The T in this work stands for the architect’s tool, but also for Thomas, my father’s surname. The T device here stands as a symbol of the architect, as a visual ratio which divides space and for the passage between a vertical and a horizontal state, as in the movement from seeing the painting on the floor and on the wall.

The painting assembles elements that navigate between the abstract and the concrete. The configuration and superimposition of the painted surface seem to follow a system that is abstract, and reflective only of itself.It looks to the viewer as if there are three semi-transparent layers held there by pieces of tape ‘to keep things in place’.

The readymade, juxtaposed with the painted surface, brings something that belongs to the outside world, so it refuses to speak only one material language. The painting’s support is a metaphor for the architectural drawing table. In fact it is a little more than a metaphor- it is a diagram that is also an object. So it is a painting and also a drawing table. What the work communicates: it tells the viewer to move the T, draw a line, I am inviting you to participate, the author has gone, you see.
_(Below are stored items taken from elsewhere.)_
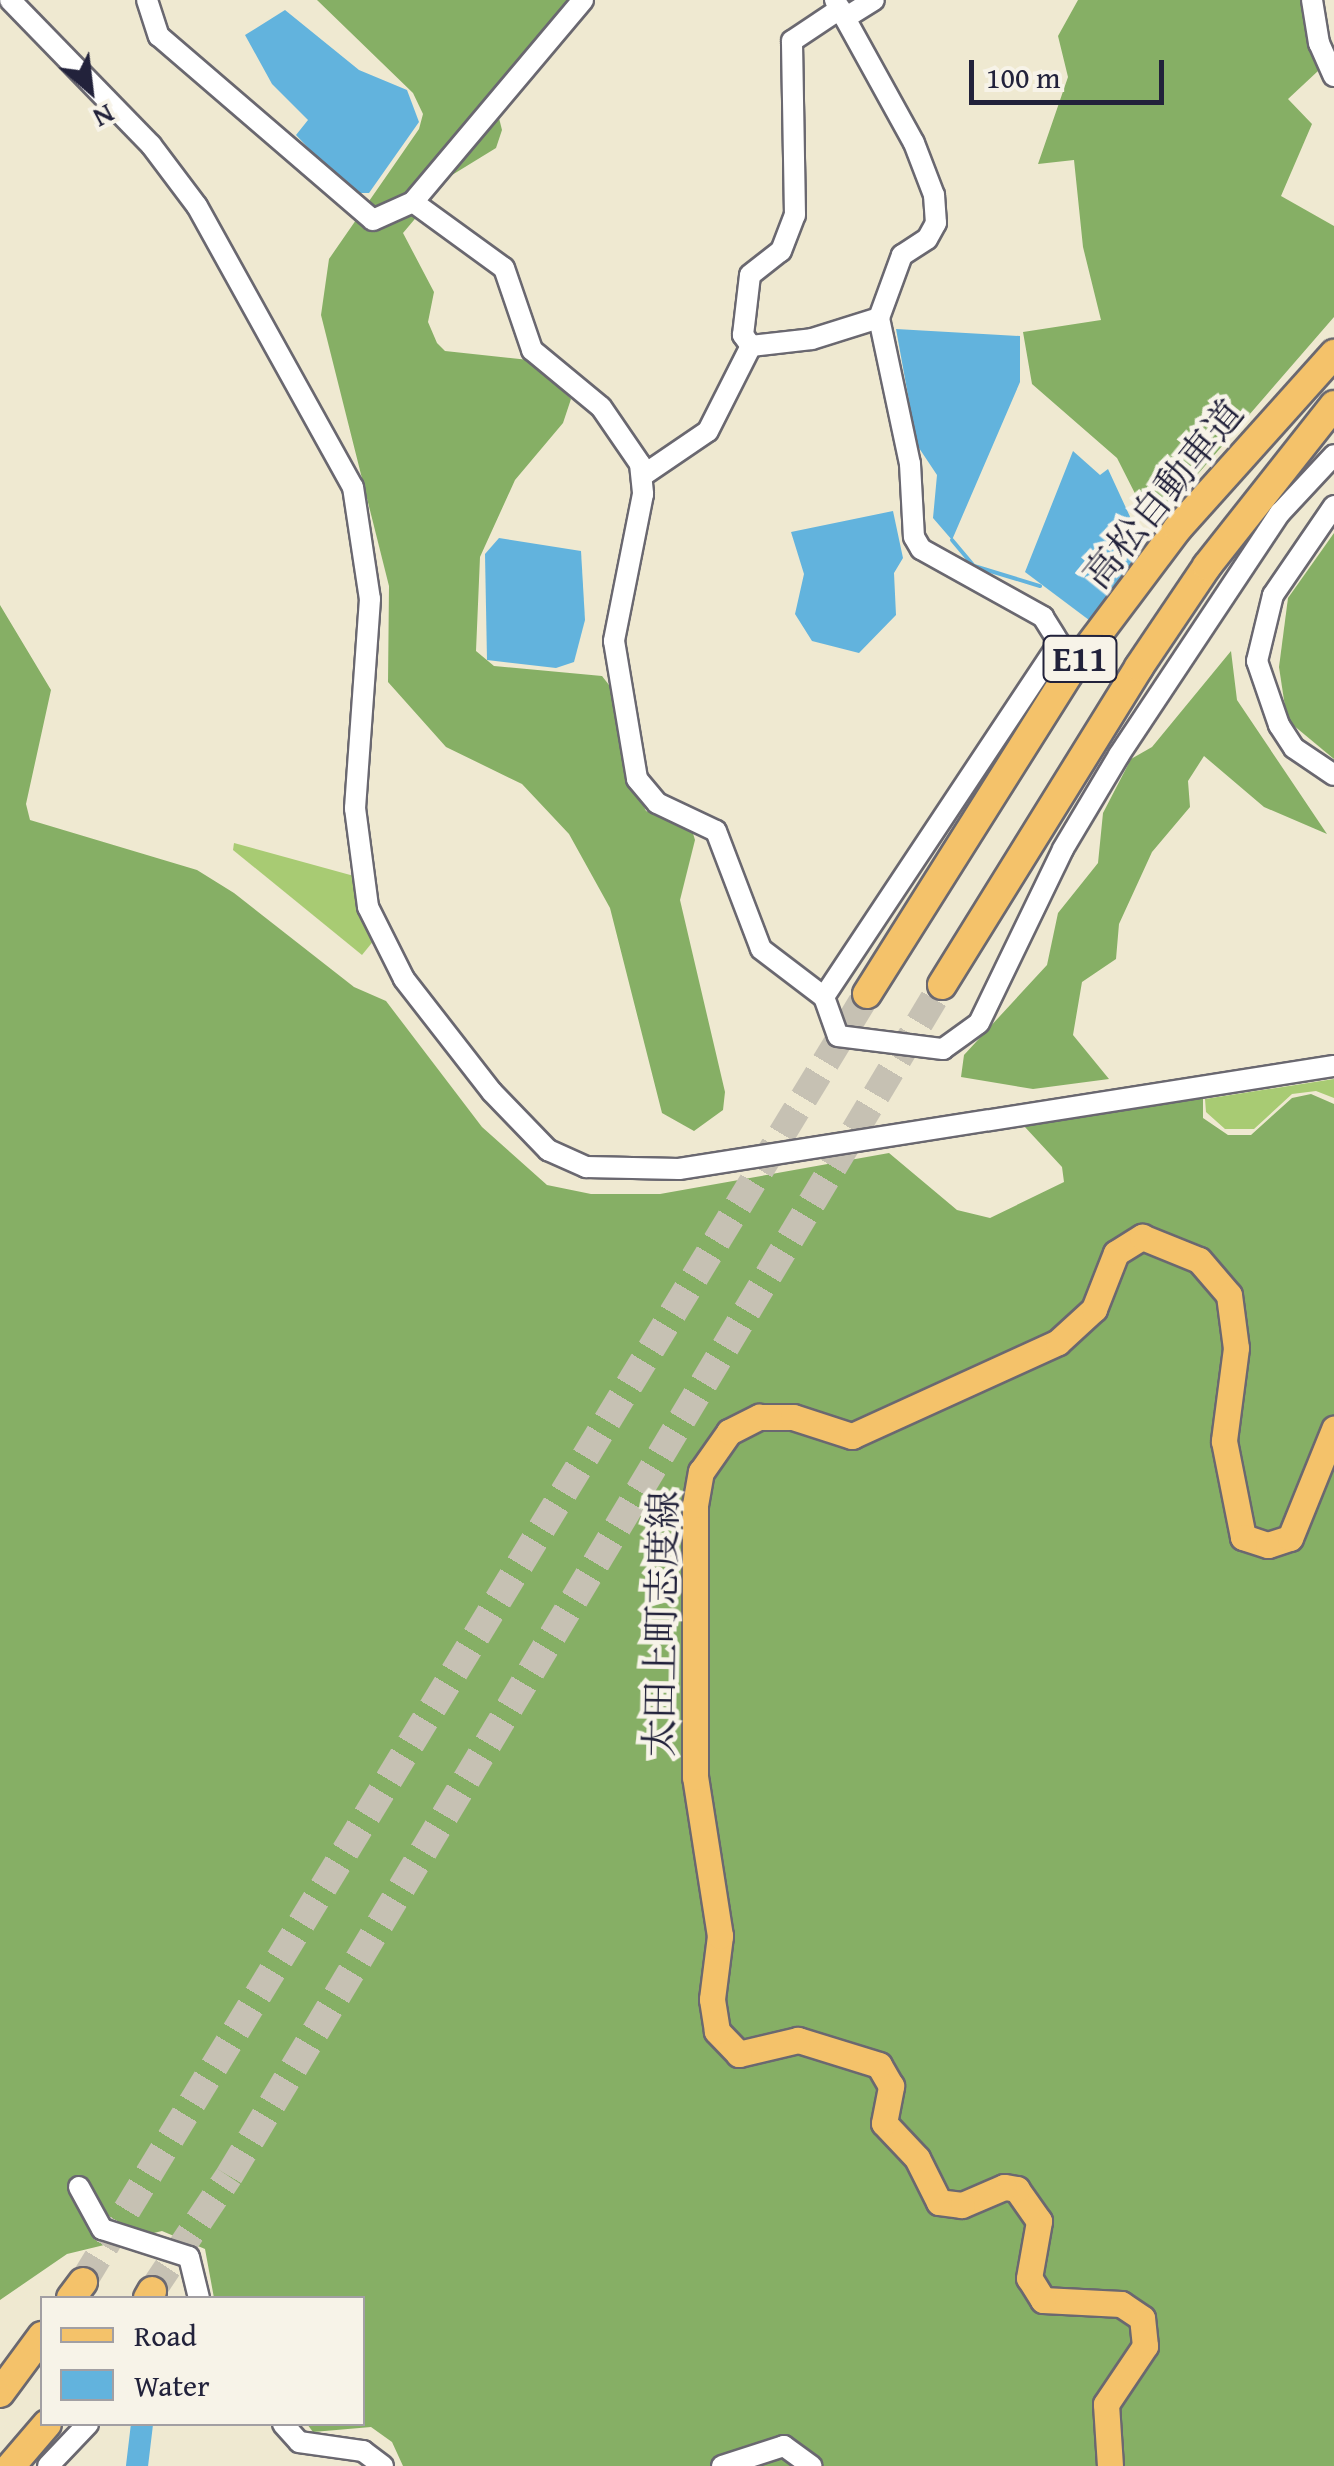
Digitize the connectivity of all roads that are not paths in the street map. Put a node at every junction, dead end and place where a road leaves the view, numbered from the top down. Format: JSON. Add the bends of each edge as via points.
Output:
{"nodes":[{"id":1,"x":10,"y":0,"type":"edge"},
{"id":2,"x":147,"y":0,"type":"edge"},
{"id":3,"x":583,"y":0,"type":"edge"},
{"id":4,"x":874,"y":0,"type":"edge"},
{"id":5,"x":1312,"y":0,"type":"edge"},
{"id":6,"x":840,"y":9,"type":"edge"},
{"id":7,"x":1334,"y":76,"type":"edge"},
{"id":8,"x":414,"y":202,"type":"junction"},
{"id":9,"x":879,"y":318,"type":"junction"},
{"id":10,"x":751,"y":346,"type":"junction"},
{"id":11,"x":1334,"y":354,"type":"edge"},
{"id":12,"x":1334,"y":405,"type":"edge"},
{"id":13,"x":1334,"y":455,"type":"edge"},
{"id":14,"x":645,"y":474,"type":"junction"},
{"id":15,"x":1334,"y":506,"type":"edge"},
{"id":16,"x":1334,"y":775,"type":"edge"},
{"id":17,"x":942,"y":985,"type":"tunnel mouth"},
{"id":18,"x":868,"y":994,"type":"tunnel mouth"},
{"id":19,"x":824,"y":997,"type":"junction"},
{"id":20,"x":1334,"y":1066,"type":"edge"},
{"id":21,"x":1334,"y":1428,"type":"edge"},
{"id":22,"x":78,"y":2188,"type":"dead end"},
{"id":23,"x":199,"y":2296,"type":"edge"},
{"id":24,"x":40,"y":2339,"type":"edge"},
{"id":25,"x":0,"y":2393,"type":"edge"},
{"id":26,"x":46,"y":2426,"type":"edge"},
{"id":27,"x":86,"y":2426,"type":"edge"},
{"id":28,"x":285,"y":2426,"type":"edge"},
{"id":29,"x":12,"y":2466,"type":"edge"},
{"id":30,"x":48,"y":2466,"type":"edge"},
{"id":31,"x":383,"y":2466,"type":"edge"},
{"id":32,"x":722,"y":2466,"type":"edge"},
{"id":33,"x":812,"y":2466,"type":"edge"},
{"id":34,"x":1110,"y":2466,"type":"edge"}],
"edges":[{"from":1,"to":20,"type":"street","via":[[151,145],[197,206],[353,487],[370,599],[355,808],[368,908],[404,980],[492,1092],[548,1150],[586,1167],[679,1169]]},
{"from":2,"to":8,"type":"street","via":[[159,36],[241,100],[364,216],[386,218]]},
{"from":3,"to":8,"type":"street"},
{"from":4,"to":6,"type":"street"},
{"from":5,"to":7,"type":"street","via":[[1319,44]]},
{"from":6,"to":9,"type":"street","via":[[934,195],[936,223],[927,240],[902,255]]},
{"from":6,"to":10,"type":"street","via":[[792,41],[794,215],[781,252],[750,276],[743,335]]},
{"from":8,"to":14,"type":"street","via":[[504,268],[532,350],[601,408]]},
{"from":9,"to":10,"type":"street","via":[[812,339]]},
{"from":9,"to":19,"type":"street","via":[[910,464],[914,537],[921,549],[1042,617],[1059,642]]},
{"from":10,"to":14,"type":"street","via":[[708,431]]},
{"from":11,"to":18,"type":"highway","name":"高松自動車道","number":"E11","via":[[1178,528],[1069,673]]},
{"from":12,"to":17,"type":"highway","name":"高松自動車道","number":"E11","via":[[1158,638]]},
{"from":13,"to":19,"type":"street","via":[[1280,513],[1193,652],[1118,755],[1062,849],[979,1023],[943,1049],[852,1040],[838,1036]]},
{"from":14,"to":19,"type":"street","via":[[614,642],[637,779],[657,803],[716,831],[761,949]]},
{"from":15,"to":16,"type":"street","via":[[1273,595],[1257,661],[1278,725],[1294,748]]},
{"from":21,"to":34,"type":"main road","name":"太田上町志度線","via":[[1290,1538],[1268,1545],[1243,1537],[1224,1440],[1236,1348],[1228,1294],[1199,1260],[1142,1236],[1116,1253],[1094,1310],[1058,1342],[852,1436],[793,1417],[760,1417],[729,1432],[701,1472],[696,1777],[720,1936],[712,1999],[717,2031],[739,2054],[798,2040],[879,2065],[891,2086],[884,2123],[917,2158],[939,2202],[962,2204],[1004,2187],[1018,2189],[1039,2222],[1030,2278],[1042,2300],[1121,2304],[1142,2318],[1145,2346],[1106,2404]]},
{"from":22,"to":23,"type":"street","via":[[102,2229],[189,2257]]},
{"from":24,"to":25,"type":"highway"},
{"from":26,"to":29,"type":"highway"},
{"from":27,"to":30,"type":"street"},
{"from":28,"to":31,"type":"street","via":[[299,2442],[363,2451]]},
{"from":32,"to":33,"type":"street","via":[[784,2446]]}]}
When I say that the author is gone, I mean that while making the work the ‘play session’ stopped; I made a decision to absent myself, not to impose my floor plan on these layers of absence. It is more about the desire to draw and the end of that desire- the line of desire paused at some point to leave a space for the viewers (including me) and carried on in the painting after this one; it became an open circle of ‘becoming’.

The mood with which I have tried to achieve this piece was very close to acting ‘as if for real’. I was setting up my paper and tracing paper on a table to eventually draw a floor plan, create an image. The movement between the floor plan and the wall-bound painting is always interesting for me. All my surfaces are walls but also grounds – we live in between horizontal and vertical planes (the walls of our houses, the walls on the streets, the streets in the town, the virtual walls of our frontiers) and the space we actually live in relates in one way or another to these two positions.

There is a relevant quote by Leo Steinberg, from ‘The Flatbed’: ‘There is no law against hanging a rug on a wall, or reproducing a narrative picture as a mosaic floor. What I have in mind is the psychic address of the image, its special mode of imaginative confrontation, and I tend to regard the tilt of the picture plane from vertical to horizontal as expressive of the most radical shift in the subject matter of art, the shift from nature to culture.